Some call it betrayal, others a success story, with Trump labelling it as ‘the dawn of the new Middle East.’
Earlier this week, two of the most powerful Gulf states, the UAE and Bahrain, have made the official decision to normalise ties with Israel and recognise it as a legitimate state. This new relationship (also known as the Abraham Accords Peace Agreement) will open up an array of new opportunities for the countries, including trade, tourism, and most recently the first ‘normal’ flight from Israel to the UAE.
Donald Trump’s son in law, who was on board that flight, has described the UAE deal as having ‘the ability to change the course of the Middle East.’
This bold, and according to many commentators ‘historic’ move, means so much for the many players involved. But behind its title, the thing on everyone’s mind is how it will affect the status of Palestine.

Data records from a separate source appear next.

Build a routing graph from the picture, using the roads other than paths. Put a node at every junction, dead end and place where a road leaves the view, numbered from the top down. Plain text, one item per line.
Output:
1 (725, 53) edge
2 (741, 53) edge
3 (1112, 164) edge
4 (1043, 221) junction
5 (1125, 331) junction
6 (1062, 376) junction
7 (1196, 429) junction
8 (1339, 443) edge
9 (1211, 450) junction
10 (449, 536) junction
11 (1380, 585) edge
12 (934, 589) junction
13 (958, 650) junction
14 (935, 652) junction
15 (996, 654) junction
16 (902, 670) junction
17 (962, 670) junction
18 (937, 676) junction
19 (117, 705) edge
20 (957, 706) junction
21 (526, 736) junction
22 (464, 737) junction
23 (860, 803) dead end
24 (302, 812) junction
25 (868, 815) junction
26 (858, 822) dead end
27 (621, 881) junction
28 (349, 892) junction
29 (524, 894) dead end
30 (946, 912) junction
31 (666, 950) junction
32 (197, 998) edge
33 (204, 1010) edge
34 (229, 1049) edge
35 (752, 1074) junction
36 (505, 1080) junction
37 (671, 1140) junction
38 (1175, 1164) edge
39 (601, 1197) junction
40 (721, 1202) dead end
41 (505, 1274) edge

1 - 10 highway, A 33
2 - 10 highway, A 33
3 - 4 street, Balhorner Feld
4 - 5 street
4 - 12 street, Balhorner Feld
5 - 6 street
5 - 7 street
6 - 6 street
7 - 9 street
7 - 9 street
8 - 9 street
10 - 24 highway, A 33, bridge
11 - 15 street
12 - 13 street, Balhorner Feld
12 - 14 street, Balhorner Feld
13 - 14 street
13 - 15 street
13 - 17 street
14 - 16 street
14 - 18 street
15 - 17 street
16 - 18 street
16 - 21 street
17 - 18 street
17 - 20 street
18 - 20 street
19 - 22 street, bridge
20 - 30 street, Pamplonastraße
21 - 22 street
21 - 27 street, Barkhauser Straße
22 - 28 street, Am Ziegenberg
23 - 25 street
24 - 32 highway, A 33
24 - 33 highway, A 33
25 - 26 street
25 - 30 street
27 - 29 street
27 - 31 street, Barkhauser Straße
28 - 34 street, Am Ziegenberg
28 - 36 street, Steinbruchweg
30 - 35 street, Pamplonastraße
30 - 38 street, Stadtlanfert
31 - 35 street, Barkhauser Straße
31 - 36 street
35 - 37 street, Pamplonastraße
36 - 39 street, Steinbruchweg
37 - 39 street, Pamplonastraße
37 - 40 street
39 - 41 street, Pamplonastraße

The ramifications that this will have for the stability of Palestine, which has been in a long winded conflict over land ownership with Israel, is among the big questions that need to be approached. Palestinian leaders have condemned the new deal, and feel betrayed and insulted that their fellow Arab states have so easily let them down. Although, it should be pointed out that the UAE’s de facto ruler, Abu Dhabi crown prince Mohammed bin Zayed Al Nayhan has put a price on the deal, saying that Israel must stop annexation of large parts of the West Bank. Will this request be honoured by Benjamin Netanyahu in the coming years, who surely has big plans to expand Israel much more, which automatically means shrinking Palestine?
For decades upon decades, the entire Middle East has stuck by Palestine as the world witnessed them endure annexation and the ethnic cleansing of its people, culture and history. Apart from the two Arab states, Egypt and Jordan, not just the Arab world, but in fact the entire Muslim world have made their allegiance to Palestine and opposition to Israel fairly clear. Pakistan has even prohibited their citizens from entering Israel, as displayed in the Pakistani passport that ‘this passport is valid for all countries in the world except Israel.’ Other countries like Algeria, Lebanon and Libya also do not allow Israeli citizens to enter their country, which indicates many nations are not ready to be civil with Israel until Palestine becomes a sovereign state.
This is why the decisions of UAE and Bahrain may have come as a shock to many.
What made them switch sides after supporting their fellow Arab country Palestine? And why now?
It’s clear to see that the deal benefits both sides. For the first time, the UAE are able to browse weaponry they would only have dreamed of having in the past. Eager Israelis will now have the chance to explore Gulf deserts on their next holiday. And most importantly, it is the first time in a while that Israel is receiving recognition, especially after being left out of the Middle East.
The news of UAE and Bahrain normalising ties with Israel was met enthusiastically by America, where a ceremony to officially recognise this new partnership was held at the White House recently. It is a well known fact that Israel and America share a close bond. In fact, many US political commentators have observed that one cannot reach the position of the President without supporting the actions of Israel.
Since Israel and America are considered brothers, any success for Israel naturally means America will flourish: primarily because of trade, the Israel lobby and a whole lot of funding. It’s also a big personal achievement for Donald Trump, as he’ll now no doubt be labelled as an excellent deal maker. This will further help him in the coming elections.
Trump believes that the new partnerships will result in peace for the Middle East, and will encourage other Arab countries to act similarly towards Israel. However, Morocco recently outwardly refused to normalise ties with Israel, despite the UAE’s actions. So it shows that not everyone is prepared to follow the UAE’s footsteps as quickly Bahrain did.
A recent article from ‘the timesofisrael’, shows dozens of Bahrainis protesting in opposition against the deal their government has made with Israel. Protestors can be heard saying ‘Normalisation is betrayal.’
But the atmosphere was somewhat different in the UAE. Young Israelis can be seen conversing with Emiratis online, talking about culture, education and politics.
It’s still unclear as to whether this deal will remain prosperous, but either way uproar and rebellion, not just from Palestine itself but also pro-Palestine countries, will surely continue to challenge Israel’s actions.